Is there any performance to be gained these days from compiling java to native code, or do modern hotspot compilers end up doing this over time anyway?

+1  A: 

Memory performance or CPU performance? Or are they the same these days?

My only evidence is anecdotal and on a different platform: after porting a bunch of CPU-hungry apps to C# (.NET 2.0), I did not notice substantial loss in performance (I do not consider 10% substantial). Well written code seems to perform well on a variety of architectures.

Most apps spend/waste time with:

  • IO operations that will not benefit from static (compile-time) analysis.
  • Bad Algorithms that will not benefit from static analysis.
  • Bad Memory layouts in critical CPU inner loops. While it is technically possible that compilers help us here, I have yet to see a real compiler do anything interesting.

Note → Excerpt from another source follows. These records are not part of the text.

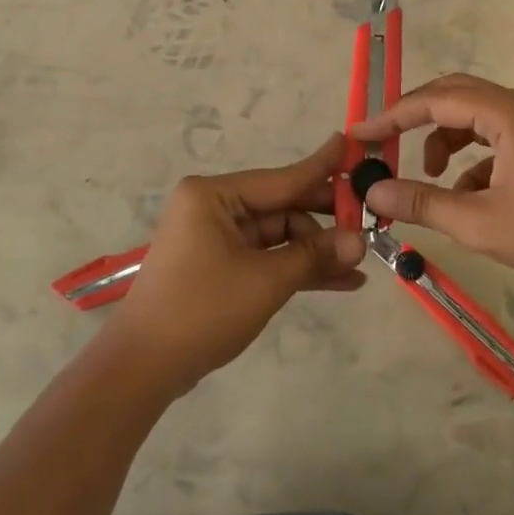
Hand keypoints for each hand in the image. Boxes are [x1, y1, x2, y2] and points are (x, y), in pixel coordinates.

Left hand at [101, 134, 366, 396]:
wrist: (143, 368)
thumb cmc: (202, 311)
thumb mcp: (266, 280)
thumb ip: (314, 255)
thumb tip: (360, 241)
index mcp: (215, 195)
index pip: (283, 178)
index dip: (323, 168)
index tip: (353, 146)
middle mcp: (214, 207)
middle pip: (283, 206)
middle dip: (325, 222)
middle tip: (370, 225)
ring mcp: (216, 237)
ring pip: (279, 235)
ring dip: (315, 251)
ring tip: (359, 265)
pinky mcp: (219, 265)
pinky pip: (267, 257)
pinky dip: (296, 268)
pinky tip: (339, 281)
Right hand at [349, 74, 513, 284]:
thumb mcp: (478, 221)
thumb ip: (422, 203)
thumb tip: (373, 192)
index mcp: (503, 112)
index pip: (433, 100)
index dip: (391, 116)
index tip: (359, 134)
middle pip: (453, 95)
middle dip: (416, 119)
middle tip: (385, 142)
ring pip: (473, 117)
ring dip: (444, 140)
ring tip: (430, 178)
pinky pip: (493, 138)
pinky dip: (471, 159)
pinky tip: (468, 196)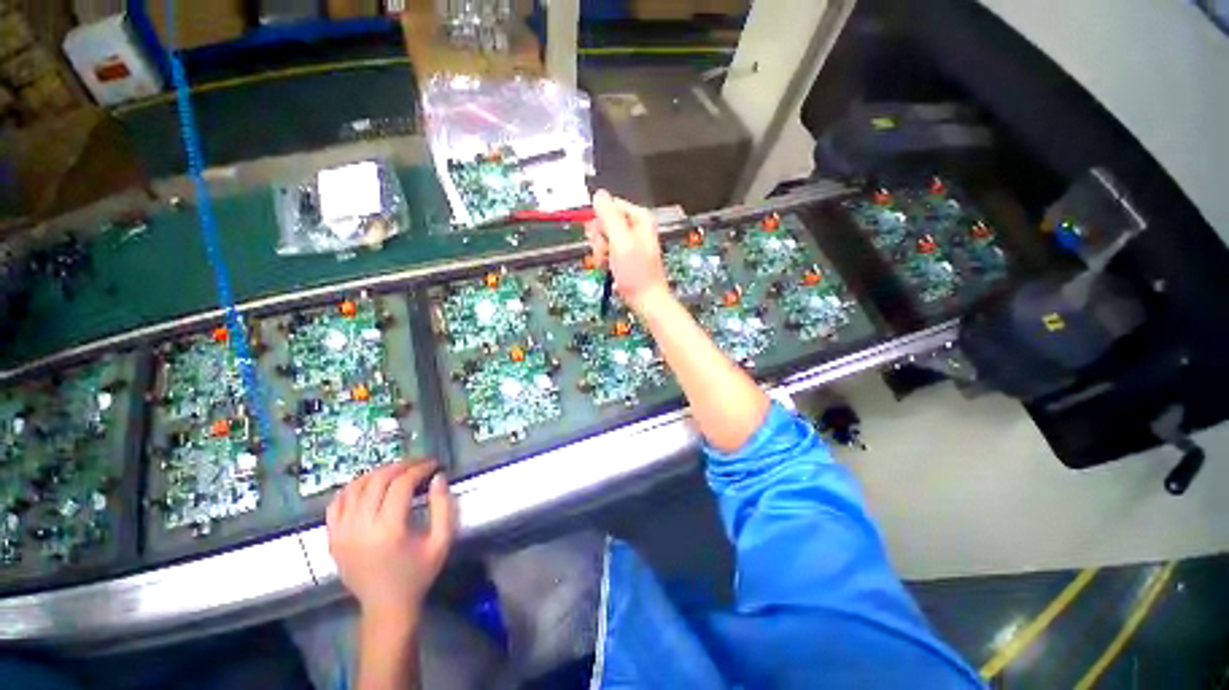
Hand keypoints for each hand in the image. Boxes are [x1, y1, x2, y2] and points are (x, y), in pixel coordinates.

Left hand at [327, 462, 456, 625]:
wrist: (386, 606)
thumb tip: (438, 476)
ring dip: (377, 473)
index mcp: (389, 530)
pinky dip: (352, 488)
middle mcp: (361, 528)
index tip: (434, 465)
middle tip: (418, 463)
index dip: (420, 469)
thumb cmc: (419, 573)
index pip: (401, 484)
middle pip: (377, 481)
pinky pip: (336, 503)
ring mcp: (341, 533)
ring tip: (396, 472)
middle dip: (401, 466)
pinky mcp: (332, 538)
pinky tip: (368, 486)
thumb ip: (443, 506)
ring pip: (355, 487)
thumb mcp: (441, 540)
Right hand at [586, 189, 669, 313]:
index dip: (600, 222)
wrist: (646, 301)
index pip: (609, 206)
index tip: (602, 238)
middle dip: (600, 239)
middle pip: (605, 222)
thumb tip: (599, 194)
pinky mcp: (626, 255)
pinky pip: (608, 250)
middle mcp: (636, 227)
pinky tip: (609, 269)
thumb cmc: (636, 275)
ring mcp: (631, 242)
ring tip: (609, 265)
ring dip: (600, 252)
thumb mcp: (621, 242)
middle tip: (606, 254)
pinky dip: (604, 260)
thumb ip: (610, 217)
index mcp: (639, 218)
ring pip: (604, 238)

So based upon my experience, unless you are writing a video codec, there is no benefit to compiling Java apps vs. just relying upon the hotspot compilers.

Frank Krueger
+3  A: 

There was a similar discussion here recently, for the question What are advantages of bytecode over native code?. You can find interesting answers in that thread.

Einar
+1  A: 

Some more anecdotal evidence. I've worked on a few performance critical real-time trading financial applications. I agree with Frank, nearly every time your problem is not the lack of being compiled, it is your algorithm or data structure. Modern hot-spot compilers are very good with the right code, for example the CERN Colt library is within 90% of compiled, optimised Fortran for numerical work.

If you are worried about speed I'd really recommend a good profiler and get evidence as to where your bottlenecks are - I use YourKit and have been very pleased.

We have only resorted to native compiled code for speed in one instance in the last few years, and that was so we could use CUDA and get some serious GPU performance.

Nick Fortescue
A: 

Your question is a little large, the answer vary a lot

  • If you are using Just In Time compilation (JIT) or not
  • When you are using,, if your process is executed for a long time or not

All recent JVM use JIT, but on old JVM the java code is several time slower that native code.

If you have a server that run for a long period of time or batch that execute the same code again and again, the difference and up being very low.

We wrote the same batch both in C++ and in Java and run it with different dataset, the result differ for about 3 second, with dataset taking from 5 minutes to several hours.

But be careful, they are special case that there will be an important difference, for example the batch that need a lot memory.